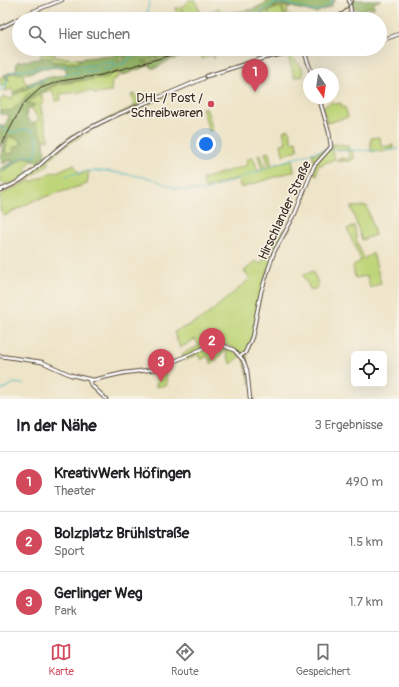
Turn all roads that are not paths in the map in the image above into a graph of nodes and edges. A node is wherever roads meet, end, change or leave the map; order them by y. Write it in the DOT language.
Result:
graph roads {
  1 [pos="62,0"];
  2 [pos="349,0"];
  3 [pos="32,12"];
  4 [pos="351,12"];
  5 [pos="12,22"];
  6 [pos="0,28"];
  7 [pos="399,34"];
  8 [pos="387,38"];
  9 [pos="275,56"];
  10 [pos="306,56"];
  11 [pos="310,68"];
  12 [pos="321,104"];
  13 [pos="0,190"];
  14 [pos="242,354"];
  15 [pos="0,356"];
  16 [pos="90,380"];
  17 [pos="106,399"];
  18 [pos="250,399"];
  1 -- 3 [label="main road"];
  2 -- 4 [label="main road"];
  5 -- 6 [label="main road"];
  7 -- 8 [label="main road"];
  9 -- 13 [label="main road"];
  10 -- 11 [label="main road"];
  12 -- 14 [label="main road, Hirschlander Straße"];
  14 -- 16 [label="main road"];
  14 -- 18 [label="main road"];
  15 -- 16 [label="main road"];
  16 -- 17 [label="main road"];
}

────────────────

## Exercise brief
Images aside, return each entry above precisely as it stands.

## Solution to the exercise
Turn all roads that are not paths in the map in the image above into a graph of nodes and edges. A node is wherever roads meet, end, change or leave the map; order them by y. Write it in the DOT language.
Result:
graph roads {
  1 [pos="62,0"];
  2 [pos="349,0"];
  3 [pos="32,12"];
  4 [pos="351,12"];
  5 [pos="12,22"];
  6 [pos="0,28"];
  7 [pos="399,34"];
  8 [pos="387,38"];
  9 [pos="275,56"];
  10 [pos="306,56"];
  11 [pos="310,68"];
  12 [pos="321,104"];
  13 [pos="0,190"];
  14 [pos="242,354"];
  15 [pos="0,356"];
  16 [pos="90,380"];
  17 [pos="106,399"];
  18 [pos="250,399"];
  1 -- 3 [label="main road"];
  2 -- 4 [label="main road"];
  5 -- 6 [label="main road"];
  7 -- 8 [label="main road"];
  9 -- 13 [label="main road"];
  10 -- 11 [label="main road"];
  12 -- 14 [label="main road, Hirschlander Straße"];
  14 -- 16 [label="main road"];
  14 -- 18 [label="main road"];
  15 -- 16 [label="main road"];
  16 -- 17 [label="main road"];
}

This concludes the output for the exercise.